Jadot, héros du football congolais
Parmi les personnalités inhumées ici, le footballeur Germain Dzabana, surnommé Jadot, reste la plus adulée. Son palmarès avec l’équipe nationale, au début des années 70, suscite encore une ferveur populaire ; de jeunes supporters déposent chaque année un ballon rouge-vert-jaune sur sa tombe.
« Le parcours de Jadot inspire la jeunesse sportive congolaise », a rappelé le ministre, invitant fédérations et clubs à venir raconter son histoire sur place. Pour plusieurs enfants présents, ce pèlerinage constitue leur premier contact direct avec la légende d’un sport qu’ils ne connaissent qu’à la télévision.
Salubrité et patrimoine, un double engagement citoyen
La date du 1er novembre coïncidait cette année avec la Journée nationale de salubrité. Avant l’arrivée de la délégation ministérielle, agents municipaux, bénévoles associatifs et riverains avaient ratissé feuilles mortes, badigeonné bordures et évacué détritus, donnant au site un aspect ordonné qui frisait l’écrin cérémoniel.
Ces efforts collectifs ont été salués par Juste Désiré Mondélé, pour qui « embellir la dernière demeure des nôtres revient à embellir le pays tout entier ». L’administrateur-maire a promis de pérenniser ces opérations mensuelles de nettoyage, affirmant qu’elles créeront aussi des emplois occasionnels pour la jeunesse locale.

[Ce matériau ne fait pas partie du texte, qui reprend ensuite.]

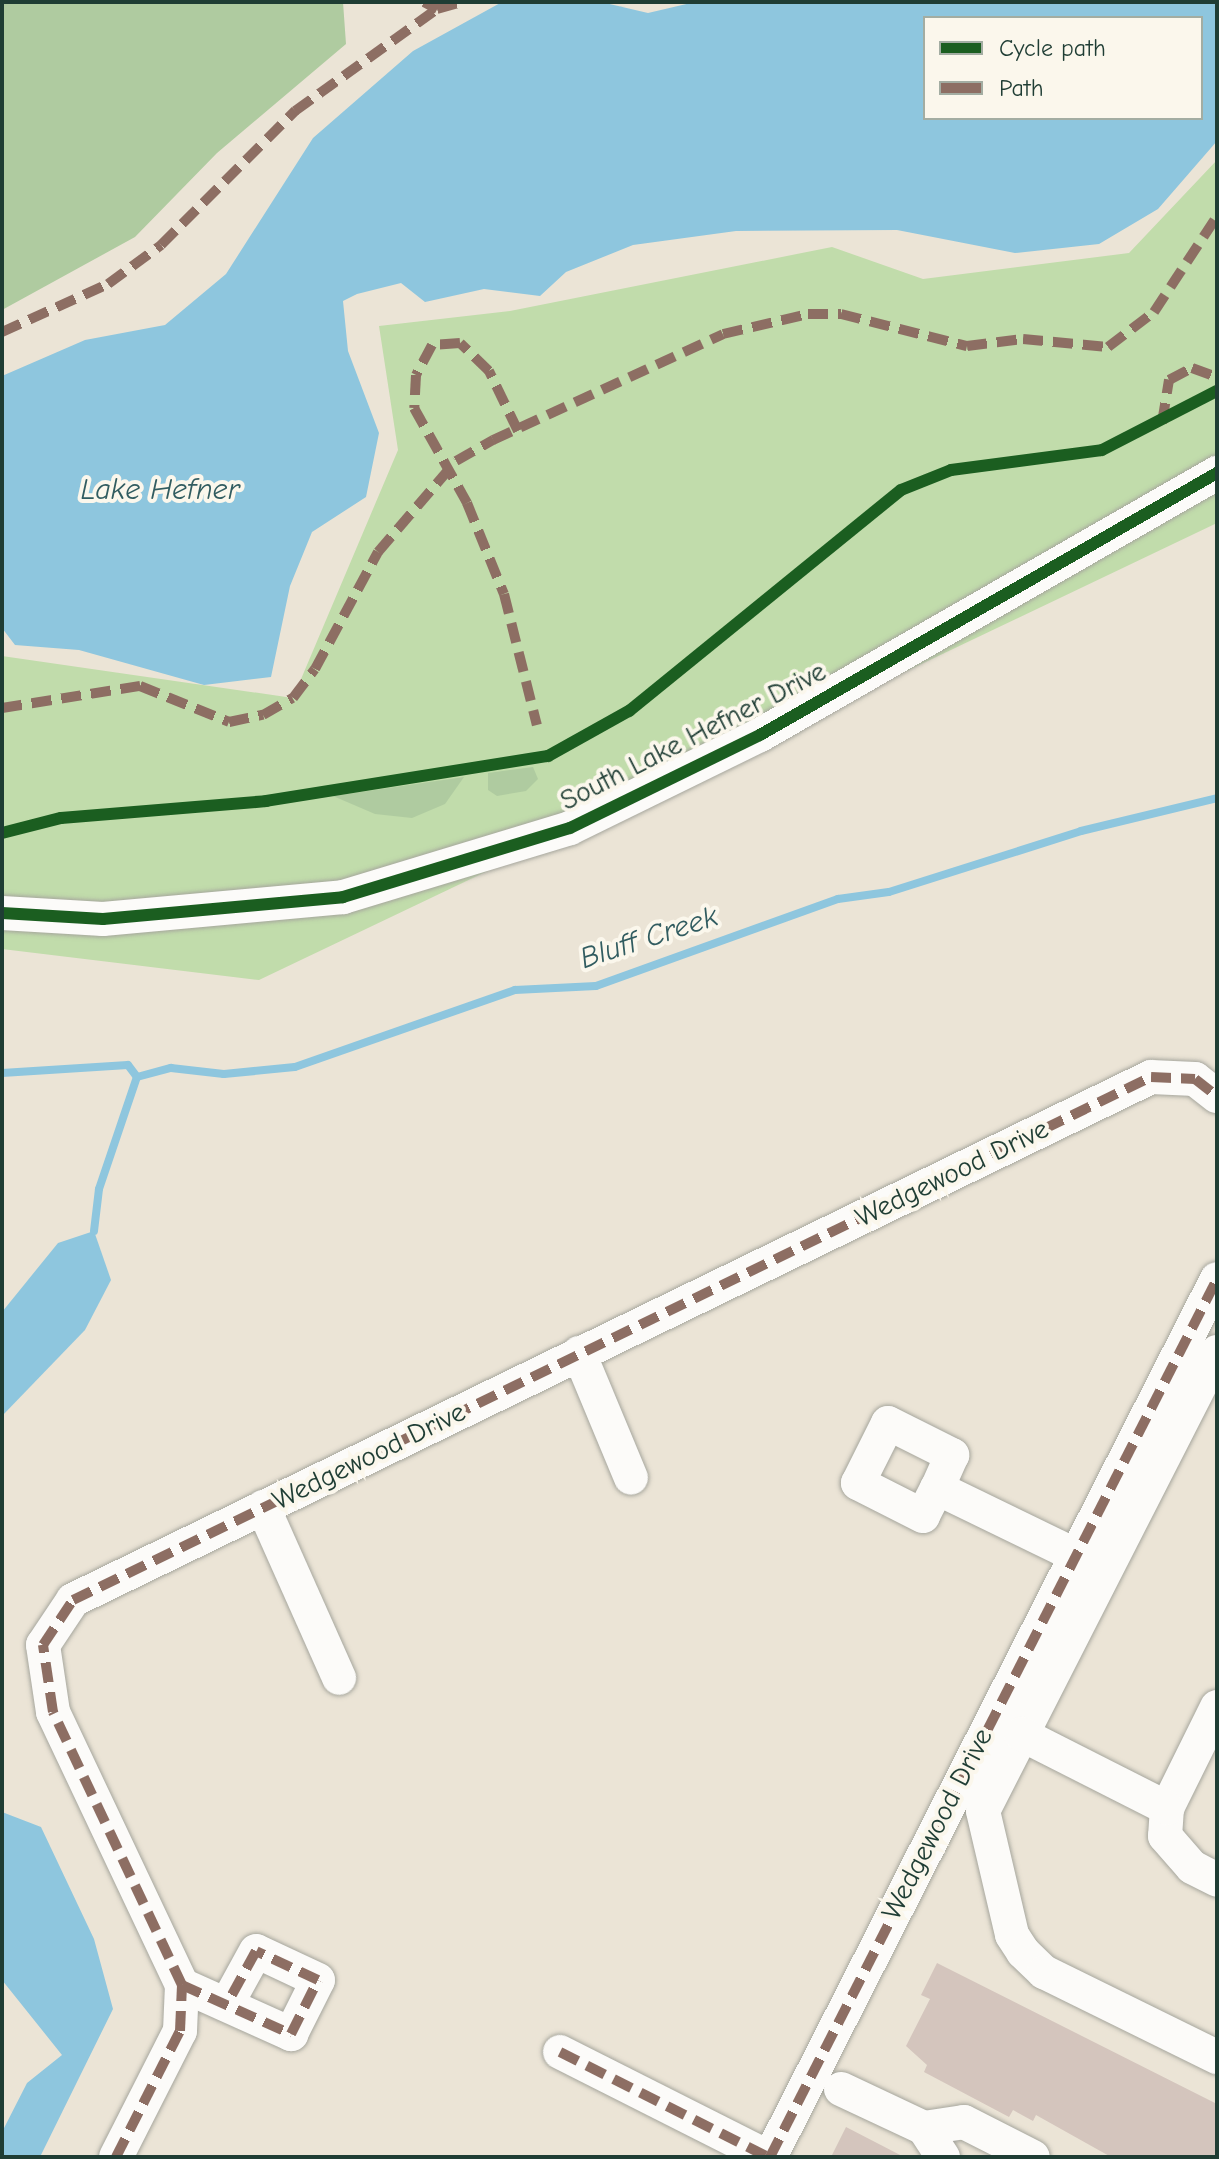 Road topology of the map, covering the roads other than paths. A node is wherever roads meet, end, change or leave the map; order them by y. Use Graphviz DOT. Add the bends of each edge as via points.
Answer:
graph roads {
  1 [pos="1217,473"];
  2 [pos="2,913"];
  3 [pos="1217,1096"];
  4 [pos="1217,1279"];
  5 [pos="1217,1352"];
  6 [pos="579,1353"];
  7 [pos="631,1478"];
  8 [pos="937,1488"];
  9 [pos="263,1507"];
  10 [pos="1073,1554"];
  11 [pos="339,1678"];
  12 [pos="1217,1707"];
  13 [pos="1021,1734"];
  14 [pos="1166,1822"];
  15 [pos="1217,1880"];
  16 [pos="182,1985"];
  17 [pos="228,2002"];
  18 [pos="560,2052"];
  19 [pos="1217,2057"];
  20 [pos="841,2089"];
  21 [pos="924,2128"];
  22 [pos="116,2157"];
  23 [pos="769,2157"];
  24 [pos="943,2157"];
  25 [pos="1033,2157"];
  1 -- 2 [label="street, South Lake Hefner Drive" via="760,735 570,828 343,897 103,919"];
  3 -- 6 [label="street, Wedgewood Drive" via="1195,1079 1151,1077"];
  4 -- 10 [label="street, Wedgewood Drive"];
  5 -- 13 [label="street"];
  6 -- 7 [label="street"];
  6 -- 9 [label="street, Wedgewood Drive"];
  8 -- 10 [label="street"];
  9 -- 11 [label="street"];
  9 -- 16 [label="street, Wedgewood Drive" via="73,1600 43,1645 53,1712"];
  10 -- 23 [label="street, Wedgewood Drive"];
  12 -- 14 [label="street"];
  13 -- 14 [label="street"];
  13 -- 19 [label="street" via="983,1811 1012,1935 1044,1972"];
  14 -- 15 [label="street" via="1192,1867"];
  16 -- 17 [label="street"];
  16 -- 22 [label="street, Wedgewood Drive" via="180,2031"];
  18 -- 23 [label="street"];
  20 -- 21 [label="street"];
  21 -- 24 [label="street"];
  21 -- 25 [label="street" via="964,2122"];
}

Sur le plan environnemental, la Direction départementale de l’assainissement envisage l’installation de bacs de tri sélectif à l’entrée du cimetière. Des séances de sensibilisation seront menées dans les écoles de Makélékélé pour inculquer les gestes écologiques et l’importance de préserver les sites mémoriels.
Un message d’unité et d’avenir
En clôture, le ministre a insisté sur la notion de destin partagé : « Tous les enfants de la patrie sont des héros et héroïnes de la Nation ». Les familles endeuillées, a-t-il ajouté, trouvent dans cette reconnaissance publique un réconfort qui dépasse les clivages sociaux ou religieux.
Brazzaville, ville-capitale, a ainsi fait de la Toussaint non seulement une journée de prière, mais un acte civique rassemblant autorités, citoyens et artistes autour d’un cimetière devenu lieu de transmission. L’an prochain, les organisateurs envisagent déjà un parcours guidé combinant histoire, patrimoine et sensibilisation à la salubrité.
Un chantier de numérisation des registres d’inhumation est également en préparation, porté par la mairie avec l’appui d’étudiants en informatique. L’objectif est de répertorier chaque tombe, faciliter les recherches des familles et constituer une base de données historique ouverte aux chercheurs.
D’ici là, les habitants sont invités à poursuivre l’entretien volontaire des allées. « La mémoire se cultive comme un jardin », glissait une doyenne venue nettoyer la pierre de son époux. Son message, repris par les hauts-parleurs du cimetière, a résonné comme une conclusion à la fois simple et collective.